PROBLEM DESCRIPTION: The full set of records below is to be reproduced without a single alteration.

Start of DATA SHOWN

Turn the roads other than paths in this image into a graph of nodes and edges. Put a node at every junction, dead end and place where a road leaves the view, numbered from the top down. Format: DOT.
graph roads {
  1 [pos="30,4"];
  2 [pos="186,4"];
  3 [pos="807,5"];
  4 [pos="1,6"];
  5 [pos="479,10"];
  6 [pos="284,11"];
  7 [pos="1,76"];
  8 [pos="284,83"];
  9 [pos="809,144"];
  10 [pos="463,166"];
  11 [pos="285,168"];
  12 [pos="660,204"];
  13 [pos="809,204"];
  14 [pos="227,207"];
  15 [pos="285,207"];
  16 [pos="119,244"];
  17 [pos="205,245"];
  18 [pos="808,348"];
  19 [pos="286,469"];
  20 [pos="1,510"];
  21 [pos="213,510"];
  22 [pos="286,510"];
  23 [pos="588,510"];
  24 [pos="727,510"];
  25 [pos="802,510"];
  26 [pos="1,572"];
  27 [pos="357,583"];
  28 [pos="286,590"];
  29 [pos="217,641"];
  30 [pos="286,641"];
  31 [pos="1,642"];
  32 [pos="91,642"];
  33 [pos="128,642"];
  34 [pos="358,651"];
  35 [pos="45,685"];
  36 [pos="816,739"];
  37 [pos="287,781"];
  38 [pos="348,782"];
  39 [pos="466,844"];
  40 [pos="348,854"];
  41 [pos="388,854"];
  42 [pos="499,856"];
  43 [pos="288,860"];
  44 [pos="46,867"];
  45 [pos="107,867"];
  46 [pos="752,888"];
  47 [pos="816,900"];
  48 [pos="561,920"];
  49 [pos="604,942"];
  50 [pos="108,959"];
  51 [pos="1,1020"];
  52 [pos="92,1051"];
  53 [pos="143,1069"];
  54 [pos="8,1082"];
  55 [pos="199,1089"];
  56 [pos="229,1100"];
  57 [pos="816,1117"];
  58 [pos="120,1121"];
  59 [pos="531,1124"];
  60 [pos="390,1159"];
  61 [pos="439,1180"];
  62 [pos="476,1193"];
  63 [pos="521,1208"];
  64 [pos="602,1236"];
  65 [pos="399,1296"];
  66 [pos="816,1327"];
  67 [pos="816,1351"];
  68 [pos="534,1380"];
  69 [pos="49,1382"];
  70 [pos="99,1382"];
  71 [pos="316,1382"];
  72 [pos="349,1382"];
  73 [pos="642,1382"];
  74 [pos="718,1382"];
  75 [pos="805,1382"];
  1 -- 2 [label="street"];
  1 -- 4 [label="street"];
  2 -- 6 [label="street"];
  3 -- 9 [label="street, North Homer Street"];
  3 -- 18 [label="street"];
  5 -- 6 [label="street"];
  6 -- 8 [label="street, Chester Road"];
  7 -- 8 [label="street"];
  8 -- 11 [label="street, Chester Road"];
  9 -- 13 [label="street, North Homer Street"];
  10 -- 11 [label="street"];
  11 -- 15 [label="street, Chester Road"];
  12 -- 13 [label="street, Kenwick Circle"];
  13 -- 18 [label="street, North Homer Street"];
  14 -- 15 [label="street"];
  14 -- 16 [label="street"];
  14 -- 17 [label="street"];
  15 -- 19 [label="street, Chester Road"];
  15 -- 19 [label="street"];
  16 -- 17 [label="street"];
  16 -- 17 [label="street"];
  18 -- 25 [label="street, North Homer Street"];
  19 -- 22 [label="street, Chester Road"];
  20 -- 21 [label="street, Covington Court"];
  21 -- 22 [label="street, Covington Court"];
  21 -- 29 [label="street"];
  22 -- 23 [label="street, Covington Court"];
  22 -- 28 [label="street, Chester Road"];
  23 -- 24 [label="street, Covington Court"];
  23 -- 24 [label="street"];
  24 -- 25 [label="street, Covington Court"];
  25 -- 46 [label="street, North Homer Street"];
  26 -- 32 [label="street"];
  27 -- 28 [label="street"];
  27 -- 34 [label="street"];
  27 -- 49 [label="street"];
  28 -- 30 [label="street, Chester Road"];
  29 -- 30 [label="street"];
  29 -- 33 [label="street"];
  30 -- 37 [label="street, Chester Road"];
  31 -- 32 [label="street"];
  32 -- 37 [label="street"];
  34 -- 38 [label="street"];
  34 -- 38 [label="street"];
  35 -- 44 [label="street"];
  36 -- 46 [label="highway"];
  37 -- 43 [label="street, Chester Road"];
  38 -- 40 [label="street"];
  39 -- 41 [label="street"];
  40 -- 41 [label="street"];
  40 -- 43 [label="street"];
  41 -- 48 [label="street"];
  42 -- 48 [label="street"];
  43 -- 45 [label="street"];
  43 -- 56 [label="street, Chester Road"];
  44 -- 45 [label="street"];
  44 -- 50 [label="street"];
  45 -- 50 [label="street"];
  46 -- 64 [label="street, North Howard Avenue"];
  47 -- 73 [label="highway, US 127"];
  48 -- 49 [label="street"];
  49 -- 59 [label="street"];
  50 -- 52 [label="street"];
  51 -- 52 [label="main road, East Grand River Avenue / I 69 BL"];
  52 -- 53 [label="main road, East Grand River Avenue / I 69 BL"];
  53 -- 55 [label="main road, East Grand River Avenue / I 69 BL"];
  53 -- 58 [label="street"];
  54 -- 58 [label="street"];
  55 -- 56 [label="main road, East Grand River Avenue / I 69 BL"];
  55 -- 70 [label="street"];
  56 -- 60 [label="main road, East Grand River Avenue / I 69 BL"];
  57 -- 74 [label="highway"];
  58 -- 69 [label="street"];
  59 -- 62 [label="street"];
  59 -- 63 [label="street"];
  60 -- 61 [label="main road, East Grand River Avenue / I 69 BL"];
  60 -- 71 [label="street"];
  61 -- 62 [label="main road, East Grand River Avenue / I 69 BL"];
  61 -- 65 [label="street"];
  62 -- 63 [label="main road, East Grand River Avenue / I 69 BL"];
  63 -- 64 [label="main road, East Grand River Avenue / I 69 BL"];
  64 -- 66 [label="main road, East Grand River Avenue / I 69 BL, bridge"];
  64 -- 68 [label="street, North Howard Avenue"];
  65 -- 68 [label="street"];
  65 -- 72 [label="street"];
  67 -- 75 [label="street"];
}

End of DATA SHOWN

RESPONSE TO THE EXERCISE:
Turn the roads other than paths in this image into a graph of nodes and edges. Put a node at every junction, dead end and place where a road leaves the view, numbered from the top down. Format: DOT.
graph roads {
  1 [pos="30,4"];
  2 [pos="186,4"];
  3 [pos="807,5"];
  4 [pos="1,6"];
  5 [pos="479,10"];
  6 [pos="284,11"];
  7 [pos="1,76"];
  8 [pos="284,83"];
  9 [pos="809,144"];
  10 [pos="463,166"];
  11 [pos="285,168"];
  12 [pos="660,204"];
  13 [pos="809,204"];
  14 [pos="227,207"];
  15 [pos="285,207"];
  16 [pos="119,244"];
  17 [pos="205,245"];
  18 [pos="808,348"];
  19 [pos="286,469"];
  20 [pos="1,510"];
  21 [pos="213,510"];
  22 [pos="286,510"];
  23 [pos="588,510"];
  24 [pos="727,510"];
  25 [pos="802,510"];
  26 [pos="1,572"];
  27 [pos="357,583"];
  28 [pos="286,590"];
  29 [pos="217,641"];
  30 [pos="286,641"];
  31 [pos="1,642"];
  32 [pos="91,642"];
  33 [pos="128,642"];
  34 [pos="358,651"];
  35 [pos="45,685"];
  36 [pos="816,739"];
  37 [pos="287,781"];
  38 [pos="348,782"];
  39 [pos="466,844"];
  40 [pos="348,854"];
  41 [pos="388,854"];
  42 [pos="499,856"];
  43 [pos="288,860"];
  44 [pos="46,867"];
  45 [pos="107,867"];
  46 [pos="752,888"];
  47 [pos="816,900"];
  48 [pos="561,920"];
  49 [pos="604,942"];
  50 [pos="108,959"];
  51 [pos="1,1020"];
  52 [pos="92,1051"];
  53 [pos="143,1069"];
  54 [pos="8,1082"];
  55 [pos="199,1089"];
  56 [pos="229,1100"];
  57 [pos="816,1117"];
  58 [pos="120,1121"];
  59 [pos="531,1124"];
  60 [pos="390,1159"];
  61 [pos="439,1180"];
  62 [pos="476,1193"];
  63 [pos="521,1208"];
  64 [pos="602,1236"];
  65 [pos="399,1296"];
  66 [pos="816,1327"];
  67 [pos="816,1351"];
  68 [pos="534,1380"];
  69 [pos="49,1382"];
  70 [pos="99,1382"];
  71 [pos="316,1382"];
  72 [pos="349,1382"];
  73 [pos="642,1382"];
  74 [pos="718,1382"];
  75 [pos="805,1382"];
  1 -- 2 [label="street"];
  1 -- 4 [label="street"];
  2 -- 6 [label="street"];
  3 -- 9 [label="street, North Homer Street"];
  3 -- 18 [label="street"];
  5 -- 6 [label="street"];
  6 -- 8 [label="street, Chester Road"];
  7 -- 8 [label="street"];
  8 -- 11 [label="street, Chester Road"];
  9 -- 13 [label="street, North Homer Street"];
  10 -- 11 [label="street"];
  11 -- 15 [label="street, Chester Road"];
  12 -- 13 [label="street, Kenwick Circle"];
  13 -- 18 [label="street, North Homer Street"];
  14 -- 15 [label="street"];
  14 -- 16 [label="street"];
  14 -- 17 [label="street"];
  15 -- 19 [label="street, Chester Road"];
  15 -- 19 [label="street"];
  16 -- 17 [label="street"];
  16 -- 17 [label="street"];
  18 -- 25 [label="street, North Homer Street"];
  19 -- 22 [label="street, Chester Road"];
  20 -- 21 [label="street, Covington Court"];
  21 -- 22 [label="street, Covington Court"];
  21 -- 29 [label="street"];
  22 -- 23 [label="street, Covington Court"];
  22 -- 28 [label="street, Chester Road"];
  23 -- 24 [label="street, Covington Court"];
  23 -- 24 [label="street"];
  24 -- 25 [label="street, Covington Court"];
  25 -- 46 [label="street, North Homer Street"];
  26 -- 32 [label="street"];
  27 -- 28 [label="street"];
  27 -- 34 [label="street"];
  27 -- 49 [label="street"];
  28 -- 30 [label="street, Chester Road"];
  29 -- 30 [label="street"];
  29 -- 33 [label="street"];
  30 -- 37 [label="street, Chester Road"];
  31 -- 32 [label="street"];
  32 -- 37 [label="street"];
  34 -- 38 [label="street"];
  34 -- 38 [label="street"];
  35 -- 44 [label="street"];
  36 -- 46 [label="highway"];
  37 -- 43 [label="street, Chester Road"];
  38 -- 40 [label="street"];
  39 -- 41 [label="street"];
  40 -- 41 [label="street"];
  40 -- 43 [label="street"];
  41 -- 48 [label="street"];
  42 -- 48 [label="street"];
  43 -- 45 [label="street"];
  43 -- 56 [label="street, Chester Road"];
  44 -- 45 [label="street"];
  44 -- 50 [label="street"];
  45 -- 50 [label="street"];
  46 -- 64 [label="street, North Howard Avenue"];
  47 -- 73 [label="highway, US 127"];
  48 -- 49 [label="street"];
  49 -- 59 [label="street"];
  50 -- 52 [label="street"];
  51 -- 52 [label="main road, East Grand River Avenue / I 69 BL"];
  52 -- 53 [label="main road, East Grand River Avenue / I 69 BL"];
  53 -- 55 [label="main road, East Grand River Avenue / I 69 BL"];
  53 -- 58 [label="street"];
  54 -- 58 [label="street"];
  55 -- 56 [label="main road, East Grand River Avenue / I 69 BL"];
  55 -- 70 [label="street"];
  56 -- 60 [label="main road, East Grand River Avenue / I 69 BL"];
  57 -- 74 [label="highway"];
  58 -- 69 [label="street"];
  59 -- 62 [label="street"];
  59 -- 63 [label="street"];
  60 -- 61 [label="main road, East Grand River Avenue / I 69 BL"];
  60 -- 71 [label="street"];
  61 -- 62 [label="main road, East Grand River Avenue / I 69 BL"];
  61 -- 65 [label="street"];
  62 -- 63 [label="main road, East Grand River Avenue / I 69 BL"];
  63 -- 64 [label="main road, East Grand River Avenue / I 69 BL"];
  64 -- 66 [label="main road, East Grand River Avenue / I 69 BL, bridge"];
  64 -- 68 [label="street, North Howard Avenue"];
  65 -- 68 [label="street"];
  65 -- 72 [label="street"];
  67 -- 75 [label="street"];
}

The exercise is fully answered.